[Dataset items]

*****

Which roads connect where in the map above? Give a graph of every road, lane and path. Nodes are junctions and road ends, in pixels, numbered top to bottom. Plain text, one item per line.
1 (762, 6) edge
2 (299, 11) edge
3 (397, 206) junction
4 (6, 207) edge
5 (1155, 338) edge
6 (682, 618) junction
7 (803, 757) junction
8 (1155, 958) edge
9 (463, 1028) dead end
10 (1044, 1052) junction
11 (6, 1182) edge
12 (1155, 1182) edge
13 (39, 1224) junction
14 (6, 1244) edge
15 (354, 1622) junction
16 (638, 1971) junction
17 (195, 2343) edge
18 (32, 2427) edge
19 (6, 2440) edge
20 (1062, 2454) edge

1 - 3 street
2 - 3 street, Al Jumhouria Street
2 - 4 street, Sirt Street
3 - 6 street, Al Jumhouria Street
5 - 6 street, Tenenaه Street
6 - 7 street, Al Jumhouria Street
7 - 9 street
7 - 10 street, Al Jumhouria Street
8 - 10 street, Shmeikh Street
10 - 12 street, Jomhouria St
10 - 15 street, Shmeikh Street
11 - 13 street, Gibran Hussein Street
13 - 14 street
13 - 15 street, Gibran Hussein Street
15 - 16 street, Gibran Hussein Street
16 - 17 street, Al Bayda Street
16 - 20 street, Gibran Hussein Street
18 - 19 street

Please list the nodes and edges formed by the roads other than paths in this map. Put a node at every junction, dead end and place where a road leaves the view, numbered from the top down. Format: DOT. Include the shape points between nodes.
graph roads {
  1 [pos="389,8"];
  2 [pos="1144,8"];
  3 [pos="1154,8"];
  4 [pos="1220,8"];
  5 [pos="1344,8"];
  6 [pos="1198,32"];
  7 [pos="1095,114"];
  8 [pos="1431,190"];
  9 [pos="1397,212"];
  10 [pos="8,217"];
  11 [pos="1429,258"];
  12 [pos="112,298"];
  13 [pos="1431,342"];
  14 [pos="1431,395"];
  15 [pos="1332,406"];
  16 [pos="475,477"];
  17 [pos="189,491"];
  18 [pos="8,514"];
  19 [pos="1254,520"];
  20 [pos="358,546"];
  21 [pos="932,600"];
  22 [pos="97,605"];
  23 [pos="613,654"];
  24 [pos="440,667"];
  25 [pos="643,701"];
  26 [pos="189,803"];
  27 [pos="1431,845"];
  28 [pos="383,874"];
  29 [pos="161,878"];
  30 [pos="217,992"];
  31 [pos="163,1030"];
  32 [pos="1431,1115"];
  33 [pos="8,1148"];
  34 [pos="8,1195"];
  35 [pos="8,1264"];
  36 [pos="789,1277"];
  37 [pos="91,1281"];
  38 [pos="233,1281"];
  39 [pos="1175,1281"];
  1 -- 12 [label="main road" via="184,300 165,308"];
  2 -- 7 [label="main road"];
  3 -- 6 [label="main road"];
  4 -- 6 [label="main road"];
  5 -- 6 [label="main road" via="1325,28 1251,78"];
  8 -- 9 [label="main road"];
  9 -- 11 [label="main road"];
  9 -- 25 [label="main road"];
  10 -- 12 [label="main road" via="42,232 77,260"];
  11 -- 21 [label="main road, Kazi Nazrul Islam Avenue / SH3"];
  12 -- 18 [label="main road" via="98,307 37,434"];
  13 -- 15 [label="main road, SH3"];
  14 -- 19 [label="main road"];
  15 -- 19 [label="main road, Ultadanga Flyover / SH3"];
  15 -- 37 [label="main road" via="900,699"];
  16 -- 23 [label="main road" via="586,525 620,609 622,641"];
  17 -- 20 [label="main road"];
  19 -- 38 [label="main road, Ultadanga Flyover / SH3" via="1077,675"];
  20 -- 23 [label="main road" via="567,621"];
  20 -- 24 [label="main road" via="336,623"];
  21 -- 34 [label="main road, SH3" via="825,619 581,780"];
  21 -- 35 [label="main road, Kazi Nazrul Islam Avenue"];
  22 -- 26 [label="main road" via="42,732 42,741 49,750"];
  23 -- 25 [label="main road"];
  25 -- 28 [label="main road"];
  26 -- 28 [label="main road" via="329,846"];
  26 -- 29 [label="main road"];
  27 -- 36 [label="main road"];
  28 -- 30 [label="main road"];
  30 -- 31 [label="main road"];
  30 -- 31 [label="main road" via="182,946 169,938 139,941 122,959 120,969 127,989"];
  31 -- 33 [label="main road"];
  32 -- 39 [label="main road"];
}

*****

- [What to work on]
What you hand back must match the records above exactly.

- [Your response]
Which roads connect where in the map above? Give a graph of every road, lane and path. Nodes are junctions and road ends, in pixels, numbered top to bottom. Plain text, one item per line.
1 (762, 6) edge
2 (299, 11) edge
3 (397, 206) junction
4 (6, 207) edge
5 (1155, 338) edge
6 (682, 618) junction
7 (803, 757) junction
8 (1155, 958) edge
9 (463, 1028) dead end
10 (1044, 1052) junction
11 (6, 1182) edge
12 (1155, 1182) edge
13 (39, 1224) junction
14 (6, 1244) edge
15 (354, 1622) junction
16 (638, 1971) junction
17 (195, 2343) edge
18 (32, 2427) edge
19 (6, 2440) edge
20 (1062, 2454) edge

1 - 3 street
2 - 3 street, Al Jumhouria Street
2 - 4 street, Sirt Street
3 - 6 street, Al Jumhouria Street
5 - 6 street, Tenenaه Street
6 - 7 street, Al Jumhouria Street
7 - 9 street
7 - 10 street, Al Jumhouria Street
8 - 10 street, Shmeikh Street
10 - 12 street, Jomhouria St
10 - 15 street, Shmeikh Street
11 - 13 street, Gibran Hussein Street
13 - 14 street
13 - 15 street, Gibran Hussein Street
15 - 16 street, Gibran Hussein Street
16 - 17 street, Al Bayda Street
16 - 20 street, Gibran Hussein Street
18 - 19 street

Please list the nodes and edges formed by the roads other than paths in this map. Put a node at every junction, dead end and place where a road leaves the view, numbered from the top down. Format: DOT. Include the shape points between nodes.
graph roads {
  1 [pos="389,8"];
  2 [pos="1144,8"];
  3 [pos="1154,8"];
  4 [pos="1220,8"];
  5 [pos="1344,8"];
  6 [pos="1198,32"];
  7 [pos="1095,114"];
  8 [pos="1431,190"];
  9 [pos="1397,212"];
  10 [pos="8,217"];
  11 [pos="1429,258"];
  12 [pos="112,298"];
  13 [pos="1431,342"];
  14 [pos="1431,395"];
  15 [pos="1332,406"];
  16 [pos="475,477"];
  17 [pos="189,491"];
  18 [pos="8,514"];
  19 [pos="1254,520"];
  20 [pos="358,546"];
  21 [pos="932,600"];
  22 [pos="97,605"];
  23 [pos="613,654"];
  24 [pos="440,667"];
  25 [pos="643,701"];
  26 [pos="189,803"];
  27 [pos="1431,845"];
  28 [pos="383,874"];
  29 [pos="161,878"];
  30 [pos="217,992"];
  31 [pos="163,1030"];
  32 [pos="1431,1115"];
  33 [pos="8,1148"];
  34 [pos="8,1195"];
  35 [pos="8,1264"];
  36 [pos="789,1277"];
  37 [pos="91,1281"];
  38 [pos="233,1281"];
  39 [pos="1175,1281"];
  1 -- 12 [label="main road" via="184,300 165,308"];
  2 -- 7 [label="main road"];
  3 -- 6 [label="main road"];
  4 -- 6 [label="main road"];
  5 -- 6 [label="main road" via="1325,28 1251,78"];
  8 -- 9 [label="main road"];
  9 -- 11 [label="main road"];
  9 -- 25 [label="main road"];
  10 -- 12 [label="main road" via="42,232 77,260"];
  11 -- 21 [label="main road, Kazi Nazrul Islam Avenue / SH3"];
  12 -- 18 [label="main road" via="98,307 37,434"];
  13 -- 15 [label="main road, SH3"];
  14 -- 19 [label="main road"];
  15 -- 19 [label="main road, Ultadanga Flyover / SH3"];
  15 -- 37 [label="main road" via="900,699"];
  16 -- 23 [label="main road" via="586,525 620,609 622,641"];
  17 -- 20 [label="main road"];
  19 -- 38 [label="main road, Ultadanga Flyover / SH3" via="1077,675"];
  20 -- 23 [label="main road" via="567,621"];
  20 -- 24 [label="main road" via="336,623"];
  21 -- 34 [label="main road, SH3" via="825,619 581,780"];
  21 -- 35 [label="main road, Kazi Nazrul Islam Avenue"];
  22 -- 26 [label="main road" via="42,732 42,741 49,750"];
  23 -- 25 [label="main road"];
  25 -- 28 [label="main road"];
  26 -- 28 [label="main road" via="329,846"];
  26 -- 29 [label="main road"];
  27 -- 36 [label="main road"];
  28 -- 30 [label="main road"];
  30 -- 31 [label="main road"];
  30 -- 31 [label="main road" via="182,946 169,938 139,941 122,959 120,969 127,989"];
  31 -- 33 [label="main road"];
  32 -- 39 [label="main road"];
}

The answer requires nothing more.